═════ Dataset content

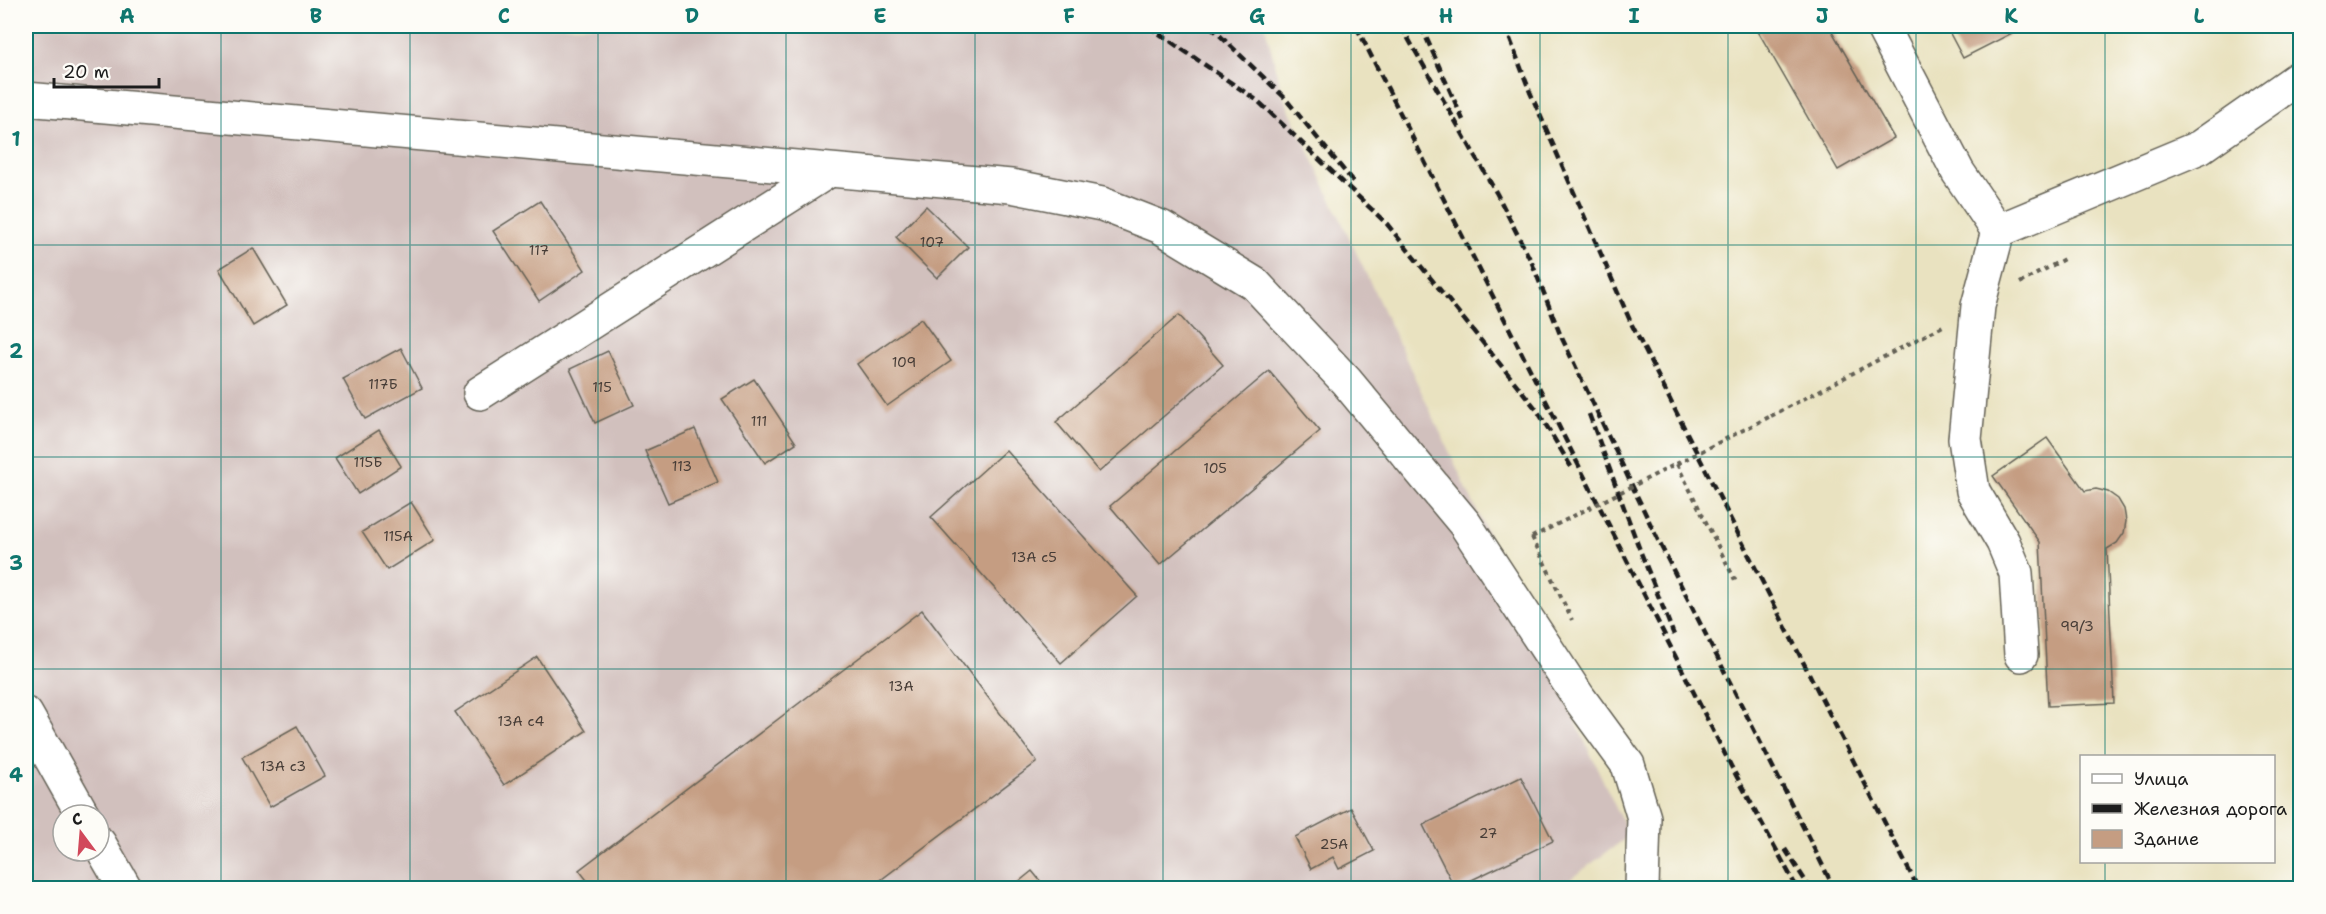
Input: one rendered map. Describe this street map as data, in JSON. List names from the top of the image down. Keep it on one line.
{"house_numbers":["107","117","109","117Б","115","111","115Б","113","105","115А","13А с5","99/3","13А","13А с4","13А с3","27","25А"],"legend":["Улица","Железная дорога","Здание"],"scale_bar":"20 m","north":"top","grid":{"columns":["A","B","C","D","E","F","G","H","I","J","K","L"],"rows":["1","2","3","4"]}}
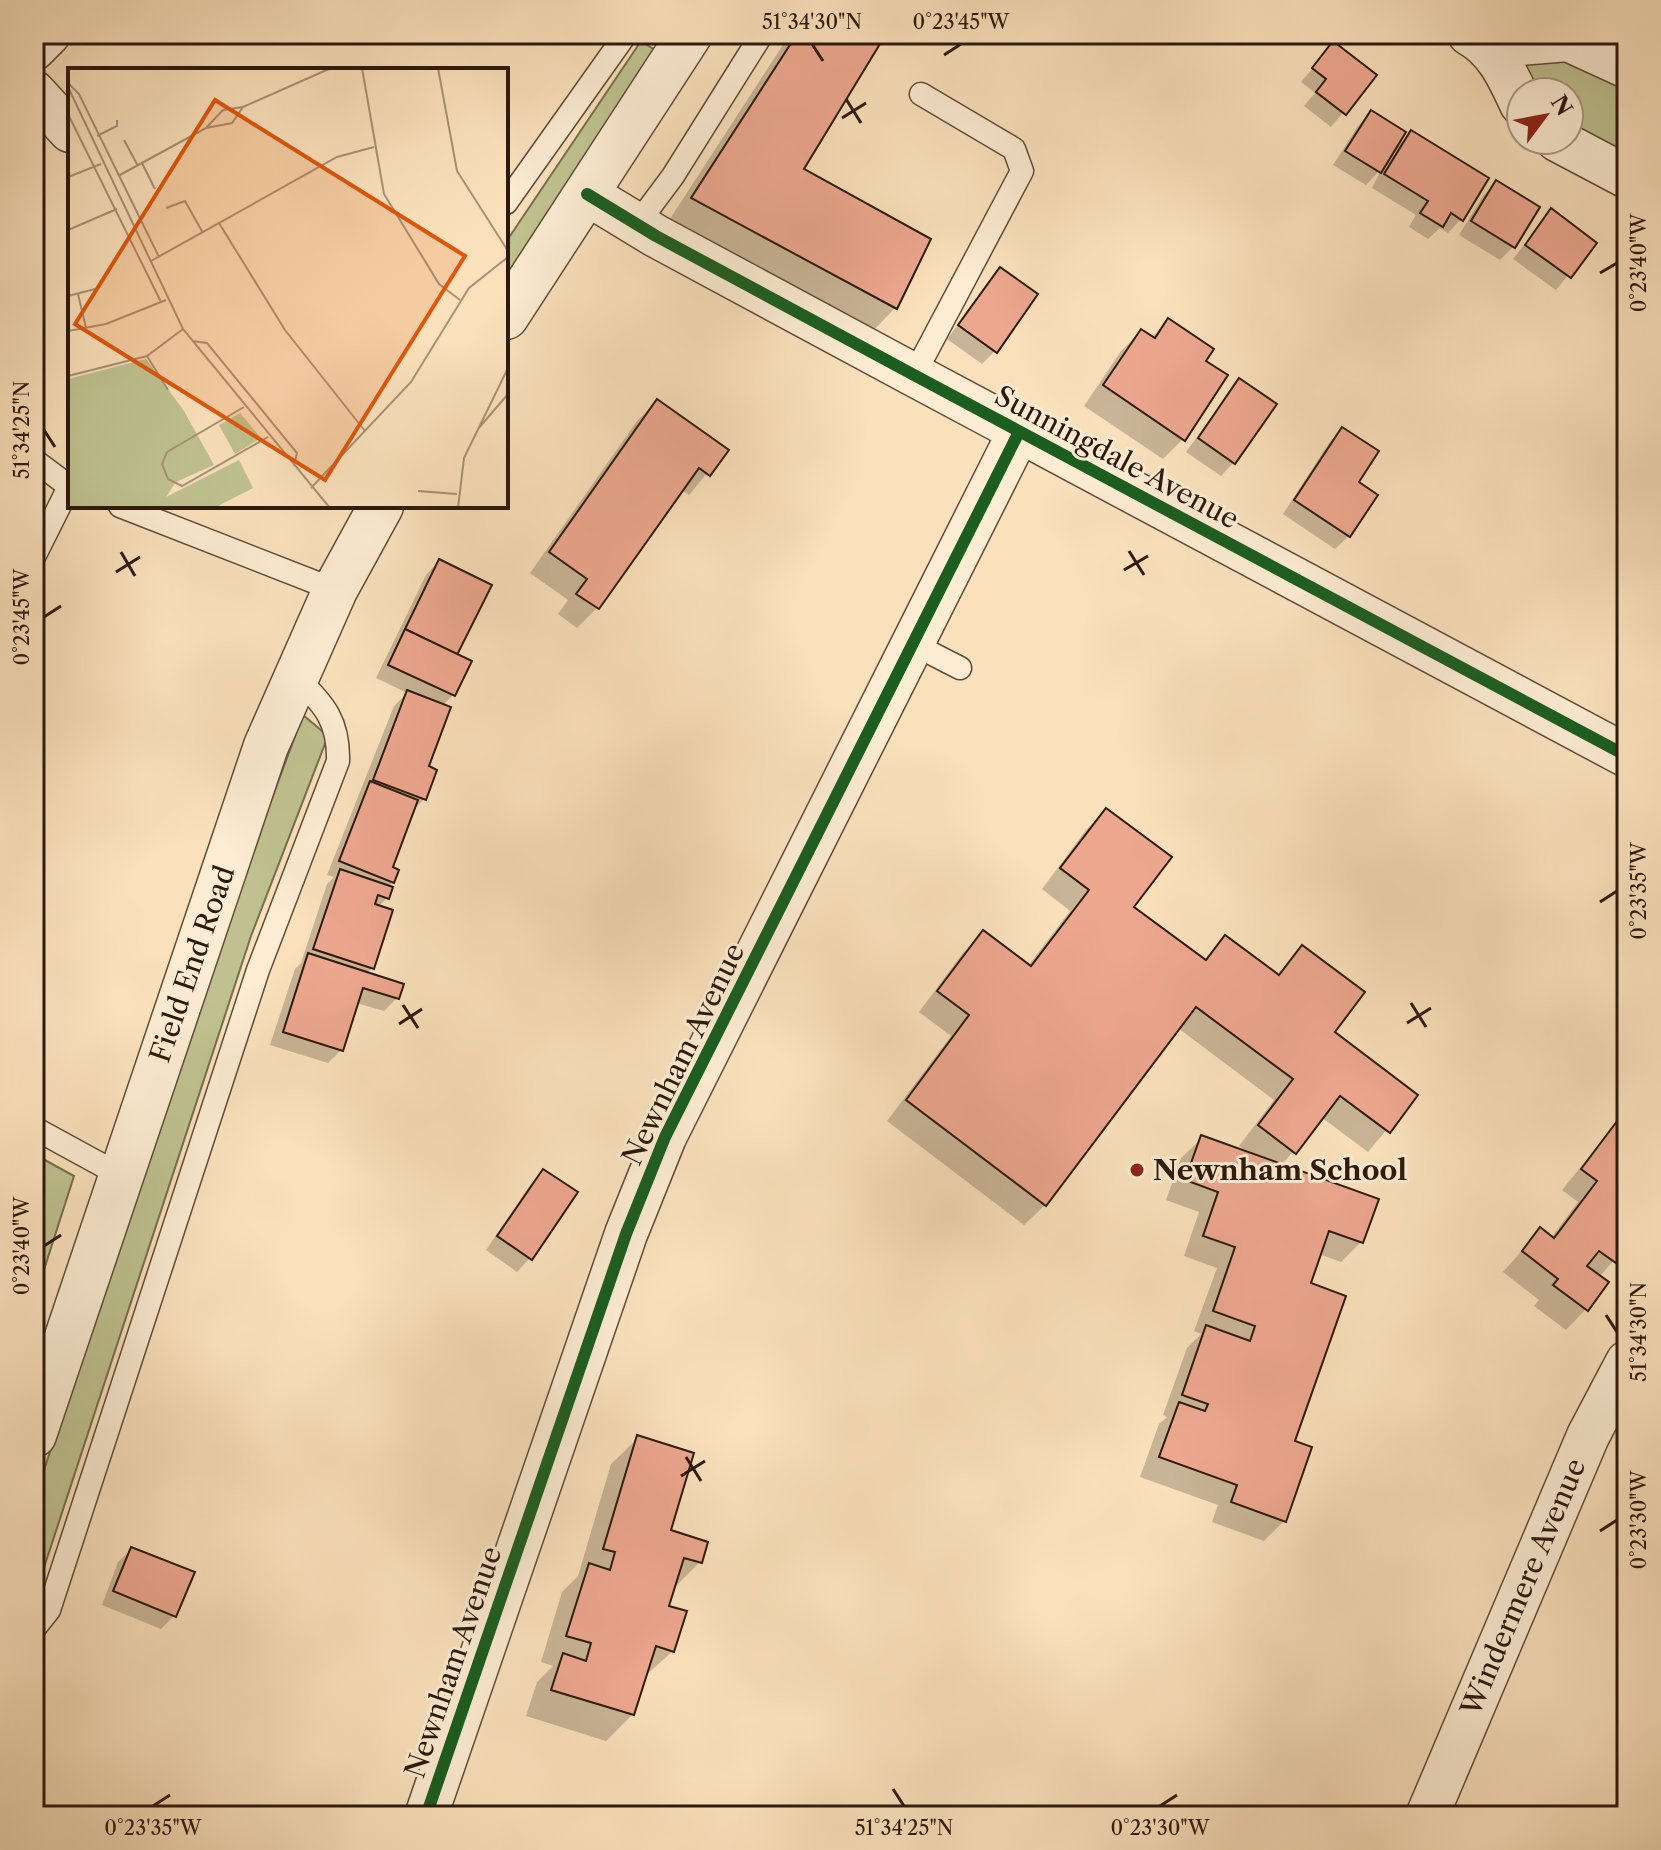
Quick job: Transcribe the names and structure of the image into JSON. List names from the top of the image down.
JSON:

══════════

Once the pictures are set aside, give the rest of the listing again exactly.

Input: one rendered map. Describe this street map as data, in JSON. List names from the top of the image down. Keep it on one line.
{"house_numbers":["107","117","109","117Б","115","111","115Б","113","105","115А","13А с5","99/3","13А","13А с4","13А с3","27","25А"],"legend":["Улица","Железная дорога","Здание"],"scale_bar":"20 m","north":"top","grid":{"columns":["A","B","C","D","E","F","G","H","I","J","K","L"],"rows":["1","2","3","4"]}}
Quick job: Transcribe the names and structure of the image into JSON. List names from the top of the image down.
JSON:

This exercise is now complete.